Brief:
The line containing "I need the junctions" and every line after it through the end of the records: return those exactly, and nothing more.

Data supplied:
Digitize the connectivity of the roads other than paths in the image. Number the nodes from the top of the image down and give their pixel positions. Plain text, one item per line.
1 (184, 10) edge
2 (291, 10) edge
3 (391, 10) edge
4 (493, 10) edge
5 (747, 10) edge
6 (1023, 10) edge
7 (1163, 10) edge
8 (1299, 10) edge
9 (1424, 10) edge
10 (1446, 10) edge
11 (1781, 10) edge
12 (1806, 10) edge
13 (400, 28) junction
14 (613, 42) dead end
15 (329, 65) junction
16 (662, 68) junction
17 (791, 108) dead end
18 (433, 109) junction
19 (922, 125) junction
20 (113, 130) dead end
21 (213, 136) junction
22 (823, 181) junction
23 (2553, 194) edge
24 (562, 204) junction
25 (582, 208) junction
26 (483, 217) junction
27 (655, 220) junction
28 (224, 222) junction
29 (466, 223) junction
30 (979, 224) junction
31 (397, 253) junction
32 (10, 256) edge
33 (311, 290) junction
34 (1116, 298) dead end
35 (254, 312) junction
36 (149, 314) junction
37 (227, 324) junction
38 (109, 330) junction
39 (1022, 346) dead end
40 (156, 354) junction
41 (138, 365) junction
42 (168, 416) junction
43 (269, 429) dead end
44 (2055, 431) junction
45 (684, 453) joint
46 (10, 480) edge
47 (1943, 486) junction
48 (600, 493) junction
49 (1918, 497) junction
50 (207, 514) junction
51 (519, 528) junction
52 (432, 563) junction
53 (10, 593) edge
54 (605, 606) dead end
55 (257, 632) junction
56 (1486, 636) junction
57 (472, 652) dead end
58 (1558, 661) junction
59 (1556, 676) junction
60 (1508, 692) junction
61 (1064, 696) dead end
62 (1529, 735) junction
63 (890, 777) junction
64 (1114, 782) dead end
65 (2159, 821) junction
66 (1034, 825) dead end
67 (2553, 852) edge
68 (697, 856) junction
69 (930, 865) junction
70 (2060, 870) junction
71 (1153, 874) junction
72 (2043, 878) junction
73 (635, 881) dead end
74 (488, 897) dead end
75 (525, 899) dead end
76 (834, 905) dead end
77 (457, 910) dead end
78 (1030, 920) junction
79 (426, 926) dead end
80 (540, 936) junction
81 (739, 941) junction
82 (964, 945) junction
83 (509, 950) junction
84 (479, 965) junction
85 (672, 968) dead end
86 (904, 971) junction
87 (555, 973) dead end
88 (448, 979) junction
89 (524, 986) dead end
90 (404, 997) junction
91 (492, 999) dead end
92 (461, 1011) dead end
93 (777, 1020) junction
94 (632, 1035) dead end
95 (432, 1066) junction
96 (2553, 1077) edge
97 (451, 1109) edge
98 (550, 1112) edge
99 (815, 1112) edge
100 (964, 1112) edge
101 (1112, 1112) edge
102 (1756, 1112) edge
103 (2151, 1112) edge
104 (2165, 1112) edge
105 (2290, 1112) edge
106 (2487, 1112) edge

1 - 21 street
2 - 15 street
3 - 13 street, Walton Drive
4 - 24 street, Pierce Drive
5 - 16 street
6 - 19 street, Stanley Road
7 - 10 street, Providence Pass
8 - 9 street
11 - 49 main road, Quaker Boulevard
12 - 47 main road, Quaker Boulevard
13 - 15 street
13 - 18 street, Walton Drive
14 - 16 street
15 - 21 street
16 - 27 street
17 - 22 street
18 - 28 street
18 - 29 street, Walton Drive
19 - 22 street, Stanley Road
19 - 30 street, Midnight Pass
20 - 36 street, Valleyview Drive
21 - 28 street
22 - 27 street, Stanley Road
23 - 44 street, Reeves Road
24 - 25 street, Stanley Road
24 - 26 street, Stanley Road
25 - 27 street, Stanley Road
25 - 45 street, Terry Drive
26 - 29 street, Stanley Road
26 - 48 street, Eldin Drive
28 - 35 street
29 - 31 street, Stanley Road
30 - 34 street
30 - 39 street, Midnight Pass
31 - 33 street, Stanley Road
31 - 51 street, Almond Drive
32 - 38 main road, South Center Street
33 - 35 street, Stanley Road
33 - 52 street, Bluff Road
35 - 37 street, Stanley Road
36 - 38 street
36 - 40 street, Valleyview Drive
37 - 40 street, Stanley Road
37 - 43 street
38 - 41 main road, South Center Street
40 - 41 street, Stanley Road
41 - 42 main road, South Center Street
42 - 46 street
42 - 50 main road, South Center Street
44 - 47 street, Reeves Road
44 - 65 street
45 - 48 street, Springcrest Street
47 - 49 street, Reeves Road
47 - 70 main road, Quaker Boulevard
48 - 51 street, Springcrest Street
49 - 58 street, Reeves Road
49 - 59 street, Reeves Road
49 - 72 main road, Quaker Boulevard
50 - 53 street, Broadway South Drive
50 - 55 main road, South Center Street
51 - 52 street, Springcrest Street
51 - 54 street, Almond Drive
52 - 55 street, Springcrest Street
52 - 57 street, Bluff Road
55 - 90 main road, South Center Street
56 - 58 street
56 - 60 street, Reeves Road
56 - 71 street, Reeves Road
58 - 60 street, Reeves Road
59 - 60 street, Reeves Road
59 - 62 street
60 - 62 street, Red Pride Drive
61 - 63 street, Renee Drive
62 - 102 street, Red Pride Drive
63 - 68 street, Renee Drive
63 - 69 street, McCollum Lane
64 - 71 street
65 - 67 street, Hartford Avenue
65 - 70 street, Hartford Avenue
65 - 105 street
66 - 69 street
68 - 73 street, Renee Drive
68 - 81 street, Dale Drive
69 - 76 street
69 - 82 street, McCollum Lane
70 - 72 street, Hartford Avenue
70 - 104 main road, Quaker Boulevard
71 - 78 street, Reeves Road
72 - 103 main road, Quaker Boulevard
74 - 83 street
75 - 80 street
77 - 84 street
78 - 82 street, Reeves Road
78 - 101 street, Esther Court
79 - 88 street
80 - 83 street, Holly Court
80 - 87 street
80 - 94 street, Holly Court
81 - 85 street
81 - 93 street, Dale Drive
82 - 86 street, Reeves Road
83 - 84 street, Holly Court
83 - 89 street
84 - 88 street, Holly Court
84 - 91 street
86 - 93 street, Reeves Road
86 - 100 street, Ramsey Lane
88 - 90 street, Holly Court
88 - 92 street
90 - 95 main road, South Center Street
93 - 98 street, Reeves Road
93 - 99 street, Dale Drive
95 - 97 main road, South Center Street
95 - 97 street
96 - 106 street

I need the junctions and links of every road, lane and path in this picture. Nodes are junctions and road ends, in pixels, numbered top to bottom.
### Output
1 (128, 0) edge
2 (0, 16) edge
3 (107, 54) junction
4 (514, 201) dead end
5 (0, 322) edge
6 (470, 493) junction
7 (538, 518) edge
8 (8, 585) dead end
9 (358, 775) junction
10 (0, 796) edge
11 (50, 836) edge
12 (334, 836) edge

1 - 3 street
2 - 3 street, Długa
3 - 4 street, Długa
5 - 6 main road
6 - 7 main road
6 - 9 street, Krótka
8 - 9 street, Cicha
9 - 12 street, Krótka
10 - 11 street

Exercise solution:
I need the junctions and links of every road, lane and path in this picture. Nodes are junctions and road ends, in pixels, numbered top to bottom.
### Output
1 (128, 0) edge
2 (0, 16) edge
3 (107, 54) junction
4 (514, 201) dead end
5 (0, 322) edge
6 (470, 493) junction
7 (538, 518) edge
8 (8, 585) dead end
9 (358, 775) junction
10 (0, 796) edge
11 (50, 836) edge
12 (334, 836) edge

1 - 3 street
2 - 3 street, Długa
3 - 4 street, Długa
5 - 6 main road
6 - 7 main road
6 - 9 street, Krótka
8 - 9 street, Cicha
9 - 12 street, Krótka
10 - 11 street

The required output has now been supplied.